Los misioneros le pidieron a Anthony que les relatara su historia, así que les dijo que tenía cuarenta y ocho años y era ayudante de maestro en una escuela cercana. Contó que hacía años había soñado con el Templo de Salt Lake y que más tarde vio una fotografía de este en una revista antigua. Nunca había oído hablar de la Iglesia. “Pero allí, ante mis ojos —dijo Anthony, con la voz llena de emoción—, estaba el mismo edificio que había visitado en mi sueño”.
Les habló a los misioneros de su esmerado estudio del Evangelio restaurado de Jesucristo, de su correspondencia con LaMar Williams y de su tristeza por la continua ausencia de la Iglesia en Nigeria. Sin embargo, también dio testimonio de su fe y de su negativa a perder la esperanza, incluso cuando él y sus compañeros creyentes habían enfrentado persecuciones debido a su devoción a la verdad.
Después de que Anthony terminó su relato, el élder Mabey pidió hablar con él en privado. Entraron a la sala contigua y el élder Mabey preguntó si había alguna ley en Nigeria que restringiera el bautismo porque la Iglesia aún no estaba registrada legalmente. Anthony dijo que no había ninguna.
“Bueno —dijo el élder Mabey—, me alegra escuchar eso. Debemos viajar mucho durante las próximas semanas para visitar otros grupos como el tuyo”. Dijo que visitar a estos grupos podría tardar de cinco a seis semanas y que los misioneros podrían regresar entonces para bautizar a Anthony y su grupo.
—No, por favor —dijo Anthony, mirando al élder Mabey a los ojos—. Sé que hay muchas otras personas, pero nosotros llevamos trece años esperando. Si es humanamente posible, lleven a cabo los bautismos ahora.
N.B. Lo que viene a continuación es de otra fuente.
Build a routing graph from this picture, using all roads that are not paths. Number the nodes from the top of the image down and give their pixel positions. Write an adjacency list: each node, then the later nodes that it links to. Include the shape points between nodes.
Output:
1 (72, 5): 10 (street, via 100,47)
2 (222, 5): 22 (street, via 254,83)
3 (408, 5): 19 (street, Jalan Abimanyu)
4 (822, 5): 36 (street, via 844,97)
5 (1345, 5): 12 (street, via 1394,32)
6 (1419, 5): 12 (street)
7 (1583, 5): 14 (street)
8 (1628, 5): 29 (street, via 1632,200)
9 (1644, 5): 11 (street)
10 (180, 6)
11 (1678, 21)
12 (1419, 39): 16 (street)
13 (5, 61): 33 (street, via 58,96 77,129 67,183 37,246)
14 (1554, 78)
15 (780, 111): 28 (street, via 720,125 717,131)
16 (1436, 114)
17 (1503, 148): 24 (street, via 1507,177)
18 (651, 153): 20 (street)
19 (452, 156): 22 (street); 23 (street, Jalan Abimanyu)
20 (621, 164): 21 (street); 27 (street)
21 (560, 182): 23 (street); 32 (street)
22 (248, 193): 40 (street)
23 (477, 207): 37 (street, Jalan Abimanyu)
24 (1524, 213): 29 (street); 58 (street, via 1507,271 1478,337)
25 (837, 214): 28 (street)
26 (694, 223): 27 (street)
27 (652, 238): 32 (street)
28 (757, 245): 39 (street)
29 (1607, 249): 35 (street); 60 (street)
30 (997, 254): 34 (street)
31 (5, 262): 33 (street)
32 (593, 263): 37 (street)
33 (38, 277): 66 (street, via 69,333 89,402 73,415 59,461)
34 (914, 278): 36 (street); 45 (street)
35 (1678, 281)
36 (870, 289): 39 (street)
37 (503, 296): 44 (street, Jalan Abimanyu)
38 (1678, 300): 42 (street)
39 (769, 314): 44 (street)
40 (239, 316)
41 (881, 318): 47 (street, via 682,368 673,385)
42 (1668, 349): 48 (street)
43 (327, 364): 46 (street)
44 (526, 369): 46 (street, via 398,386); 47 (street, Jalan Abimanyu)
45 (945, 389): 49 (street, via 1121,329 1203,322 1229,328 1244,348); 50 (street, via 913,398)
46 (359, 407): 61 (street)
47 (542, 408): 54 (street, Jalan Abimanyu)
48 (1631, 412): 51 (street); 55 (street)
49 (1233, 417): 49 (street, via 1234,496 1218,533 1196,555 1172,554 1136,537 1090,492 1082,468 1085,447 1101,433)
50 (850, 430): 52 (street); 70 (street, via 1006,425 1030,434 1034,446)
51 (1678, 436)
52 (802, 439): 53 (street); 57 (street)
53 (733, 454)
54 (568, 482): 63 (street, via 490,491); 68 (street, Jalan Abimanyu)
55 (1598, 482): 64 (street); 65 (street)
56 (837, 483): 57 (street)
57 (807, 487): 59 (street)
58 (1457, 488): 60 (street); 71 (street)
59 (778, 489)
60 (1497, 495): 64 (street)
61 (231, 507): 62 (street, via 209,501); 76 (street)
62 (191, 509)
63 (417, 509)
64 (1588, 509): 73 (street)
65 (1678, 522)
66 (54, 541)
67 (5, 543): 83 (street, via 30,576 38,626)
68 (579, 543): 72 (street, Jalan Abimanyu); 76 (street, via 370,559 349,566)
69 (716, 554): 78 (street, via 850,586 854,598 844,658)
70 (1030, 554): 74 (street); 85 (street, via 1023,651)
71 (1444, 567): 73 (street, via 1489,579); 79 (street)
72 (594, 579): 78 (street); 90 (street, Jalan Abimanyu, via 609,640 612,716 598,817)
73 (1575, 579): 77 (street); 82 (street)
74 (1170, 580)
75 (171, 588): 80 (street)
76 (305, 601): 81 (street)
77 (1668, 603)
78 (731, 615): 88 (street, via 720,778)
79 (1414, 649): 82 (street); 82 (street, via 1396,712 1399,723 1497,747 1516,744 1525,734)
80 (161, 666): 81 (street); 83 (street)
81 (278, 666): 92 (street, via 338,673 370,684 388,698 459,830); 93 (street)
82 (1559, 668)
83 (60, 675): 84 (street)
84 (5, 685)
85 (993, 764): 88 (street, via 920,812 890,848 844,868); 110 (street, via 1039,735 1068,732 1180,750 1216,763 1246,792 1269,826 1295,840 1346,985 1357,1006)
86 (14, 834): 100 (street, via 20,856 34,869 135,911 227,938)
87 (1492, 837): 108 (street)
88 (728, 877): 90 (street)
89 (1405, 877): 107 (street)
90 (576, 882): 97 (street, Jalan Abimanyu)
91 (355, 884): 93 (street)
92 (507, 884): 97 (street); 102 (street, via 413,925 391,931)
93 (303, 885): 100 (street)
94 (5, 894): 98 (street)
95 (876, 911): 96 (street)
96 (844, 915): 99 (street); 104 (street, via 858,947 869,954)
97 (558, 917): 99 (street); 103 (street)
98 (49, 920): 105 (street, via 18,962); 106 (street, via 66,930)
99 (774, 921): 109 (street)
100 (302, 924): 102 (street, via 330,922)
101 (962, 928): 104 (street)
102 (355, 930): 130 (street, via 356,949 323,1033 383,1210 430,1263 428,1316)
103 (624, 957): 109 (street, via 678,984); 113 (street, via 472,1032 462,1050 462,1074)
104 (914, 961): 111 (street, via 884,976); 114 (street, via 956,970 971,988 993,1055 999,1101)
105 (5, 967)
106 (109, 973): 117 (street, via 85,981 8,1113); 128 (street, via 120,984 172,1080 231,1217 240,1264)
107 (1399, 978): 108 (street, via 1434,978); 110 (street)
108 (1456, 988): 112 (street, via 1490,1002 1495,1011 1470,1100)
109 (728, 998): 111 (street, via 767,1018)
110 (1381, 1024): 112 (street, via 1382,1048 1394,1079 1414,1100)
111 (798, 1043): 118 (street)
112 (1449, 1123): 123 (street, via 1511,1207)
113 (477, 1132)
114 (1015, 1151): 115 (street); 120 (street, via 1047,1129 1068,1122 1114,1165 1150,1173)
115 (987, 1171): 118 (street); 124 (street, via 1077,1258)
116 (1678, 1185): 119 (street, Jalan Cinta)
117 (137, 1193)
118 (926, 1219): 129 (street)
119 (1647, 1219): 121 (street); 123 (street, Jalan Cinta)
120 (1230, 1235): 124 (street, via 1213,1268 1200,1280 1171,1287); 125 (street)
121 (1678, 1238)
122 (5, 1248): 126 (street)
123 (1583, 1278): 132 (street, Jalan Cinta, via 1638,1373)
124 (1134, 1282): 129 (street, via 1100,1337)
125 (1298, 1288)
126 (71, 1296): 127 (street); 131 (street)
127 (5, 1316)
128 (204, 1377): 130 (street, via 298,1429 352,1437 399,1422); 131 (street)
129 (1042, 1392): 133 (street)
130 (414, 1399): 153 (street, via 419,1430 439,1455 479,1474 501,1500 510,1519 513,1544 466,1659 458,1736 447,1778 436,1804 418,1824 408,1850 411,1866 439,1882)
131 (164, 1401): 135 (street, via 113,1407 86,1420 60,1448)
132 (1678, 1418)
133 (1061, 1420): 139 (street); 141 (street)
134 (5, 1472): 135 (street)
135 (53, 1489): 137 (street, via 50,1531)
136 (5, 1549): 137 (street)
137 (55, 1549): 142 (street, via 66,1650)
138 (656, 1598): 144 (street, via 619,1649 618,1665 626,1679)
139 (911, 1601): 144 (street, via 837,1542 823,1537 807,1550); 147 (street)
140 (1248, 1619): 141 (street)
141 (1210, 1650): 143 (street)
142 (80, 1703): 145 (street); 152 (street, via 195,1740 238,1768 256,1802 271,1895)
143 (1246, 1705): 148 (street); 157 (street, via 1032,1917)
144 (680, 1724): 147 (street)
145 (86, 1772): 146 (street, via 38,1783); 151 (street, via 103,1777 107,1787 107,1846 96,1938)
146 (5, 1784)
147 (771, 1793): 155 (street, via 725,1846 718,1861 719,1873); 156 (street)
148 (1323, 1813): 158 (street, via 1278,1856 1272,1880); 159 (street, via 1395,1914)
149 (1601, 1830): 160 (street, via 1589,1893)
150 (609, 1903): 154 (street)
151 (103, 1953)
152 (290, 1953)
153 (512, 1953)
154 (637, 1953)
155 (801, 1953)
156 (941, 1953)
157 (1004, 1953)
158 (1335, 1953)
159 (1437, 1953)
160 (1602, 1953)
—¿Está realmente preparada la mayoría de la gente? —preguntó el élder Mabey.
—¡Sí, por supuesto que sí! —respondió Anthony—. Bauticemos ahora a aquellos más fuertes en la fe y enseñemos más a los demás.
Tres días después, Anthony se reunió con el élder Mabey para analizar cómo dirigir una rama de la Iglesia. Afuera, los niños pequeños cantaban una nueva canción que habían aprendido de los misioneros:
Poco después, Anthony, los misioneros y los demás creyentes se reunieron a la orilla de un apartado estanque del río Ekeonumiri. El estanque tenía unos nueve metros de ancho y estaba rodeado de densos arbustos y árboles verdes. Rayos de sol resplandecientes se filtraban a través de los árboles y danzaban sobre la superficie del agua, mientras pequeños peces de colores se movían de un lado a otro cerca de la orilla.
El élder Mabey se metió al agua y tomó a Anthony de la mano. Anthony sonrió y lo siguió. Después de estabilizarse, Anthony apretó con su mano la muñeca del élder Mabey y el misionero levantó la mano derecha.
—Anthony Uzodimma Obinna —dijo él—, habiendo sido comisionado por Jesucristo, yo te bautizo en el nombre del Padre, y del Hijo, y del Espíritu Santo.
Anthony sintió que el agua lo envolvía mientras el élder Mabey lo sumergía. Cuando salió del agua, las personas que estaban en la orilla dejaron escapar un suspiro colectivo, seguido de una risa de gozo.
Una vez que la esposa de Anthony, Fidelia, y otras diecisiete personas fueron bautizadas, el grupo regresó al centro de reuniones. Anthony y tres de sus hermanos, Francis, Raymond y Aloysius, fueron ordenados al oficio de presbíteros en el Sacerdocio Aarónico. El élder Mabey apartó a Anthony como presidente de la Rama Aboh, con Francis y Raymond como sus consejeros.
Por la autoridad del sacerdocio que poseía, Antonio apartó a Fidelia como la presidenta de la Sociedad de Socorro de la rama.